** What is being asked **
Look for "strokeStyle" in the records and copy every line that has it.

** Source material **

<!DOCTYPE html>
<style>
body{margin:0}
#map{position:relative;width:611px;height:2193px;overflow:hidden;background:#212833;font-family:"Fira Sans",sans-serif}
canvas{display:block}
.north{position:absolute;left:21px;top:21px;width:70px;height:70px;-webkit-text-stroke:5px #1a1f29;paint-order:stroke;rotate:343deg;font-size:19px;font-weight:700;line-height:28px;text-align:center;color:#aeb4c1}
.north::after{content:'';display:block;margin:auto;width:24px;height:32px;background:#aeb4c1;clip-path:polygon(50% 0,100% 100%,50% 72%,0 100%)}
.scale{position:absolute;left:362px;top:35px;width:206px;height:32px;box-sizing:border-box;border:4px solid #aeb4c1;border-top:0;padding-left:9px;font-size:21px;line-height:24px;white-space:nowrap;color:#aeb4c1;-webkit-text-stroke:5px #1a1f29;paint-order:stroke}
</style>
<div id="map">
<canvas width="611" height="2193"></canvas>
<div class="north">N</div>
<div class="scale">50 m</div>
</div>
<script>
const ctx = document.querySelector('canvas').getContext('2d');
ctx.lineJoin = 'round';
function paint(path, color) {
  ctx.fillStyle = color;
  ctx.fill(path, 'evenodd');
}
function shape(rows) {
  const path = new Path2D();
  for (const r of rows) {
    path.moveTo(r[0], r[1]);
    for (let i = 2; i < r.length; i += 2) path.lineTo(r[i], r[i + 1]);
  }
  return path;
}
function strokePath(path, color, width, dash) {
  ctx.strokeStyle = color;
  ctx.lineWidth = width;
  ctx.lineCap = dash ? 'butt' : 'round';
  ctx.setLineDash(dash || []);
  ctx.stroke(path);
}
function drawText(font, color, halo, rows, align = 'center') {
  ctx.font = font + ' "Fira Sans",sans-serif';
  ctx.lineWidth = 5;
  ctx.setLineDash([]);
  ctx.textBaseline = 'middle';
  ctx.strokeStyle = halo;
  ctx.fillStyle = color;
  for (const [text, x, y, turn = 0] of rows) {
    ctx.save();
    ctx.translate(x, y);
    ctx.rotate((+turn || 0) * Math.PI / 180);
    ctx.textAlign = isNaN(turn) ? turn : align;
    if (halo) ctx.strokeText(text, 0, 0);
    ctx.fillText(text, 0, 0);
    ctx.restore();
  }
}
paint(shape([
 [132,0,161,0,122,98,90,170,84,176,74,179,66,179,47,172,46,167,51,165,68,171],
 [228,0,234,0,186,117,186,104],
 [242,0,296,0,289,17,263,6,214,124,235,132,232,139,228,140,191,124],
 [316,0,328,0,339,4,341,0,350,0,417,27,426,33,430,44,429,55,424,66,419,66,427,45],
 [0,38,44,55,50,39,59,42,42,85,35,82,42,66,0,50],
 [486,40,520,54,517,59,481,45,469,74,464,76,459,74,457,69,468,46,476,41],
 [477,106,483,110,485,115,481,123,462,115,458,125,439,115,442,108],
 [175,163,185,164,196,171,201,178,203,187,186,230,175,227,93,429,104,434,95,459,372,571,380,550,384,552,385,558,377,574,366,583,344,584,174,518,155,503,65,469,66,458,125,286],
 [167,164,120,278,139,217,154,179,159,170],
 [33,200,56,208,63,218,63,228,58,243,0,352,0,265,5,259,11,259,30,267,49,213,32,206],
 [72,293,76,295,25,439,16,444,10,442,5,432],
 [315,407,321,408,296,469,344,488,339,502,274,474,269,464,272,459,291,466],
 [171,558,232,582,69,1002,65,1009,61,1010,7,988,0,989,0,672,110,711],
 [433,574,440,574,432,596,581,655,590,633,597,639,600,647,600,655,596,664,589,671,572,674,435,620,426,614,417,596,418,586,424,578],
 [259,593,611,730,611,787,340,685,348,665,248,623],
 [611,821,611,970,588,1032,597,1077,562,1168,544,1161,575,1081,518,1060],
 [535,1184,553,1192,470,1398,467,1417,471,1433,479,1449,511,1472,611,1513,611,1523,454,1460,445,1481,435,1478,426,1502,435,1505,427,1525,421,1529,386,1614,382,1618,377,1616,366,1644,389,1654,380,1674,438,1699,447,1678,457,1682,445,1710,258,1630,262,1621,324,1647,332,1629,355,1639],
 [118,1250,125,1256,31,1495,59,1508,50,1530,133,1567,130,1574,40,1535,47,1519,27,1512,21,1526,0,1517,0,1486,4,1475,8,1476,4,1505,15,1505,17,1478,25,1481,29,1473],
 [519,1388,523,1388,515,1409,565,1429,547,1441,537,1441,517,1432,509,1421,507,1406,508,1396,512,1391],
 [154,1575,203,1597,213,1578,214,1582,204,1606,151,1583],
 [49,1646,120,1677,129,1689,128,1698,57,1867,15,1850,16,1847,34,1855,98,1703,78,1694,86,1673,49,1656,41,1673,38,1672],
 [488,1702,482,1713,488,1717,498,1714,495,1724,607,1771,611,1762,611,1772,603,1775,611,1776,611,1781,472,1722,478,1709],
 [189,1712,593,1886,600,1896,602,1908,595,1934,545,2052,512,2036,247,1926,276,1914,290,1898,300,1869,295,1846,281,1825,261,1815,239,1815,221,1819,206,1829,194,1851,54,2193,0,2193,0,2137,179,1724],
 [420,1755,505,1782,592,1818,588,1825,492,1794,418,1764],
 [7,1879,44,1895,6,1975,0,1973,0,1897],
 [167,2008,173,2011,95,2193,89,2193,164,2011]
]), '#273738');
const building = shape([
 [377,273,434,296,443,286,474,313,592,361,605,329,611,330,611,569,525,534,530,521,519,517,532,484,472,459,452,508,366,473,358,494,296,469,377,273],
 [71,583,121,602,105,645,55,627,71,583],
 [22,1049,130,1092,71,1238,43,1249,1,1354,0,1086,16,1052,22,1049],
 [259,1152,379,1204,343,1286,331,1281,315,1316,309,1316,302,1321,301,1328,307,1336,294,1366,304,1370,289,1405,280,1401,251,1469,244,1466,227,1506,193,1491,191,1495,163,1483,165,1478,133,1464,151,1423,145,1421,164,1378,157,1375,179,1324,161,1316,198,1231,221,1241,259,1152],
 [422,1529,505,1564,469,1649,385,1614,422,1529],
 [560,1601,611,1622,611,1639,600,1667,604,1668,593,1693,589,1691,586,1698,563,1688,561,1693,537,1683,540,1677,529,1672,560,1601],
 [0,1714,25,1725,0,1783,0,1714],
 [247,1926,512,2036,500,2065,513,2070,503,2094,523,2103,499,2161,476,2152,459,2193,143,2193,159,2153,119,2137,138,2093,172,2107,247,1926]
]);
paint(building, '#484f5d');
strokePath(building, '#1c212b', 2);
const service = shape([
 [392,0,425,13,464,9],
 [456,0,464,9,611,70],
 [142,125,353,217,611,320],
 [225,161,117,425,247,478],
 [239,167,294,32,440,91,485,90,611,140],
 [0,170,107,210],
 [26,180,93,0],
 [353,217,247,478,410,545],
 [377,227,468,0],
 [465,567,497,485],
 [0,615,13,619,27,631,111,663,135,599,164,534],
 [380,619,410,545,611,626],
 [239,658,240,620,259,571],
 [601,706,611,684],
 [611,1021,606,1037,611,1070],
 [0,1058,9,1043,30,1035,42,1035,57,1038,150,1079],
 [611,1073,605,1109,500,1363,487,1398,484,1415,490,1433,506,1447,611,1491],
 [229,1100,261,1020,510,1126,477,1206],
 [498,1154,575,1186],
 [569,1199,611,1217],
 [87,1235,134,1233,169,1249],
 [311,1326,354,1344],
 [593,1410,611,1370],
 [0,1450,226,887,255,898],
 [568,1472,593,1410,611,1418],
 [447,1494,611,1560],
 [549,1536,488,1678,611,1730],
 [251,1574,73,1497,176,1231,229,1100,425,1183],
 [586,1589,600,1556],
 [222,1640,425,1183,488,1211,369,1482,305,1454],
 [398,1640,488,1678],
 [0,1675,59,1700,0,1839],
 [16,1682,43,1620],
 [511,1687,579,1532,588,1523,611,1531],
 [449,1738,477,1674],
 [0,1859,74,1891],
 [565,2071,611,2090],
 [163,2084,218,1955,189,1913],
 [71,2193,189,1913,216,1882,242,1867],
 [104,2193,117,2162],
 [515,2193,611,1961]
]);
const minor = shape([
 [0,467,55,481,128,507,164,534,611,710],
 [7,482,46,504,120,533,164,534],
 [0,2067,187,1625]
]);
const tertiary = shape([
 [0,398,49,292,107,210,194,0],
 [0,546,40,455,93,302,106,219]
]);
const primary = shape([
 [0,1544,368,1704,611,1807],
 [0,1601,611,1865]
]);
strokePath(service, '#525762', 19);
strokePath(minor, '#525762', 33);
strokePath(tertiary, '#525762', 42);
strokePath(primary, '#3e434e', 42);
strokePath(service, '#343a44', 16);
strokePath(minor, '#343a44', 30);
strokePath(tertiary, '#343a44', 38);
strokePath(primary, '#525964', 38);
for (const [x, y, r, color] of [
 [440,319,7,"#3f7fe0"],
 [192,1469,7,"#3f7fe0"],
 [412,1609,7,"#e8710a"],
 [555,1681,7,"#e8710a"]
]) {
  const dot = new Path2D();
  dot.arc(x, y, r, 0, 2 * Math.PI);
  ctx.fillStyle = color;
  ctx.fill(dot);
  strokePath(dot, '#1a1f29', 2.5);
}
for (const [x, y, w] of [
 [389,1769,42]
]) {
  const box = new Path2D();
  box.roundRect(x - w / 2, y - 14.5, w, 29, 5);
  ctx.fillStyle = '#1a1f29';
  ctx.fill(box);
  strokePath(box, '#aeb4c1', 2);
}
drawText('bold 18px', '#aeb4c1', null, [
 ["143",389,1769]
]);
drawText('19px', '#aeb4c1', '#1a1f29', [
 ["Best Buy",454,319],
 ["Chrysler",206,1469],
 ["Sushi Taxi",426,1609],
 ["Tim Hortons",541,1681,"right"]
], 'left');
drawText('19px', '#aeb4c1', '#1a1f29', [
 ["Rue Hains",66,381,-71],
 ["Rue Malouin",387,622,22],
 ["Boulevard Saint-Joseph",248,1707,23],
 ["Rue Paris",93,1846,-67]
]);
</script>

** Exercise solution **
  ctx.strokeStyle = color;
  ctx.strokeStyle = halo;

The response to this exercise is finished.